The invention deals with artificial intelligence software in agent-based systems.

BACKGROUND

Advances in artificial intelligence (AI) technologies have produced agent-based systems with the capacity to interact with the world and manipulate it toward their own aims. When agents act autonomously (i.e. without direct human intervention, programming, or feedback) there is a risk that they will take actions that are misaligned with human values and goals. There is a great need to develop technologies that allow AI systems to stay aligned with our own goals, especially in domains that involve mission or life-critical systems where failure can be costly both in terms of human lives or monetarily. AI alignment methods use: (i) backward alignment mechanisms that reduce or remove the possibility of unintended or unwanted behaviours in AI systems, that we refer to as agent alignment, and (ii) forward alignment mechanisms that ensure that multiple AI agents remain aligned during task performance once an event that may cause misalignment has occurred (Ji, J., Qiu, T., Chen, B., Zhang, B., Lou, H., Wang, K., Duan, Y., He, Z., Zhou, J., Zhang, Z., Zeng, F., Ng, K. Y., Dai, J., Pan, X., O'Gara, A., Lei, Y., Xu, H., Tse, B., Fu, J., . . . . Gao, W. (2023). AI Alignment: A Comprehensive Survey. In ar Xiv [cs.AI]. arXiv.).

Backward alignment mechanisms for agent alignment include “assurance” and “governance” mechanisms. Assurance mechanisms are applied post-deployment and provide for the evaluation of AI agent-based systems for interpretability and safety. Assurance mechanisms aim at auditing the AI agent-based systems to ensure they are remaining aligned with current human values and intentions. Governance mechanisms rely upon the creation of rules that AI systems must conform with where these rules are devised by humans and encode human values and intentions. These rules may be legal in nature or created for a specific scenario in mind to ensure that the AI system does not produce erroneous outputs.

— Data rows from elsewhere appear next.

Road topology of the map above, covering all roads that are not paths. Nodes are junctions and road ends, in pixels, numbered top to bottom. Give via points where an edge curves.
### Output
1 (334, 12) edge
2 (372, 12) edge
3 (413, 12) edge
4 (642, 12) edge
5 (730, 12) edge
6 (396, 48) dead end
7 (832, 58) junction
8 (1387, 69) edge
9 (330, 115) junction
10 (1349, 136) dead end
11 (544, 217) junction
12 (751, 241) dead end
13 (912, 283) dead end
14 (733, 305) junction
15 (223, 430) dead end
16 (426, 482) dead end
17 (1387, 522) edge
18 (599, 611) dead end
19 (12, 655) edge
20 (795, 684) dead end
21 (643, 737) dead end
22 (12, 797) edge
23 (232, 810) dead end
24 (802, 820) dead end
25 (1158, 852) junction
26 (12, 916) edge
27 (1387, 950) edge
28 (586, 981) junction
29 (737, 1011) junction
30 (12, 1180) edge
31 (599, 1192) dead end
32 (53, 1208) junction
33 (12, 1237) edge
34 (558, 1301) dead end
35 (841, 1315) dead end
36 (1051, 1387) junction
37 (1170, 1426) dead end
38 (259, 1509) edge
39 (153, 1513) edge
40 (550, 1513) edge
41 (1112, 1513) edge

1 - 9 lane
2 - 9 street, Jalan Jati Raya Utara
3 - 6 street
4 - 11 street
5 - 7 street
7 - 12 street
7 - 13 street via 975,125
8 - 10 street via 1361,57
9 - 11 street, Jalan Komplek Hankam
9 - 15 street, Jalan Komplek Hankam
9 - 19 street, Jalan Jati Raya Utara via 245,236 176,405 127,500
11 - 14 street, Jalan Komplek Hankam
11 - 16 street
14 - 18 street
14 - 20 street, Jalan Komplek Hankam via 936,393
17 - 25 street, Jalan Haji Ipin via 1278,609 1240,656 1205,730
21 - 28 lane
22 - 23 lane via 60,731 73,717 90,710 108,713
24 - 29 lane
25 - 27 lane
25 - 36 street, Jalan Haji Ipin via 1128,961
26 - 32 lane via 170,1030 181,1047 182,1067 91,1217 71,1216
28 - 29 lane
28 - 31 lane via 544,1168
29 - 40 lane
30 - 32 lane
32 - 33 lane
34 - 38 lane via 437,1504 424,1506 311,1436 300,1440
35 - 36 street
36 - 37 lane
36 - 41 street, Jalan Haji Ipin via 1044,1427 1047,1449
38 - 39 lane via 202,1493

Forward alignment mechanisms include “learning from feedback” and “learning under distribution shift” mechanisms. Learning from feedback concerns human-AI alignment in terms of human-driven reinforcement. In such a scenario, humans serve as an advisor to ensure the system outputs align with human values and intentions. Learning under distribution shift deals with the scenario where AI systems are trained under one data distribution which then changes in the future, post-deployment, causing the system to become misaligned.

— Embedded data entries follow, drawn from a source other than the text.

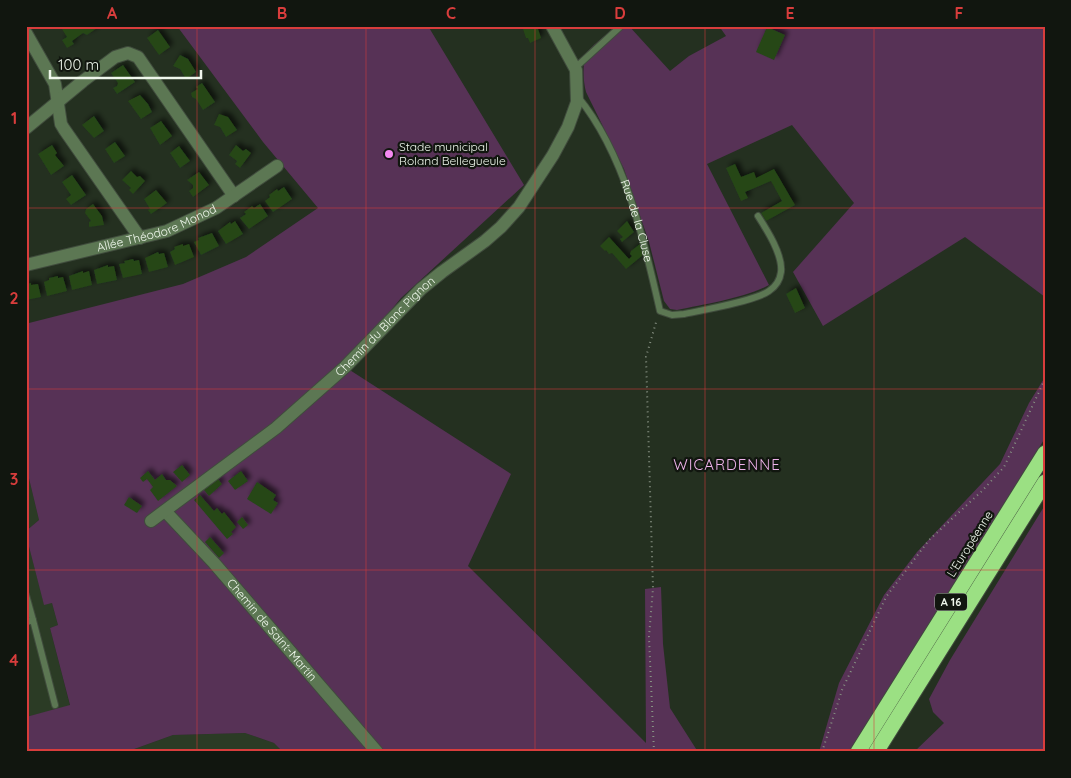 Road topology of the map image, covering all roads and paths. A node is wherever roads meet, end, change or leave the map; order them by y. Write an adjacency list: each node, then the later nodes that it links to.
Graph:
1 (552, 26): 4 (street, Rue de la Cluse)
2 (621, 26): 4 (lane)
3 (26, 33): 6 (street)
4 (575, 68): 5 (street, Rue de la Cluse)
5 (578, 96): 13 (lane, Rue de la Cluse); 17 (street, Chemin du Blanc Pignon)
6 (59, 102): 7 (street); 9 (street); 11 (street)
7 (26, 128)
8 (278, 166): 9 (street, Allée Théodore Monod)
9 (234, 196): 11 (street, Allée Théodore Monod)
10 (758, 216): 13 (lane)
11 (140, 238): 12 (street, Allée Théodore Monod)
12 (26, 265)
13 (660, 310): 23 (path)
14 (1045, 379): 24 (path)
15 (1045, 453): 25 (highway, L'Européenne / A 16)
16 (1045, 482): 26 (highway, A 16)
17 (164, 511): 18 (street, Chemin du Blanc Pignon); 22 (street, Chemin de Saint-Martin)
18 (151, 521)
19 (26, 595): 20 (lane)
20 (30, 621): 21 (lane)
21 (55, 705)
22 (377, 752)
23 (654, 752)
24 (822, 752)
25 (858, 752)
26 (876, 752)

Learning under distribution shift is particularly useful for ensuring alignment in autonomous AI agents that are designed to operate with minimal human intervention. Learning under distribution shift allows the agent to act in a way that aligns with the distribution reflecting the belief of an actor, without explicit intervention of the actor. This, however, poses the problem that without explicit intervention of an actor, an agent has to infer what to do based on some representations of what the intentions of a “typical actor” would be (e.g., when asking “what would a well aligned, typical actor do in my situation?”)—a theory of mind. This requires a form of learning under distribution that considers a mixture of intentions from a variety of actors (e.g., what would my friends, my mother, my brother, my boss, etc., do?).

SUMMARY OF THE INVENTION

The claimed invention uses an active inference algorithm to improve on learning under distribution forward alignment mechanisms by enabling AI agents to select an action that weighs the intentions of multiple actors. The claimed method allows an AI system to simulate the intentions of another actor (e.g., another AI system or a human) interacting with the system so as to align its behavior with “a typical actor”.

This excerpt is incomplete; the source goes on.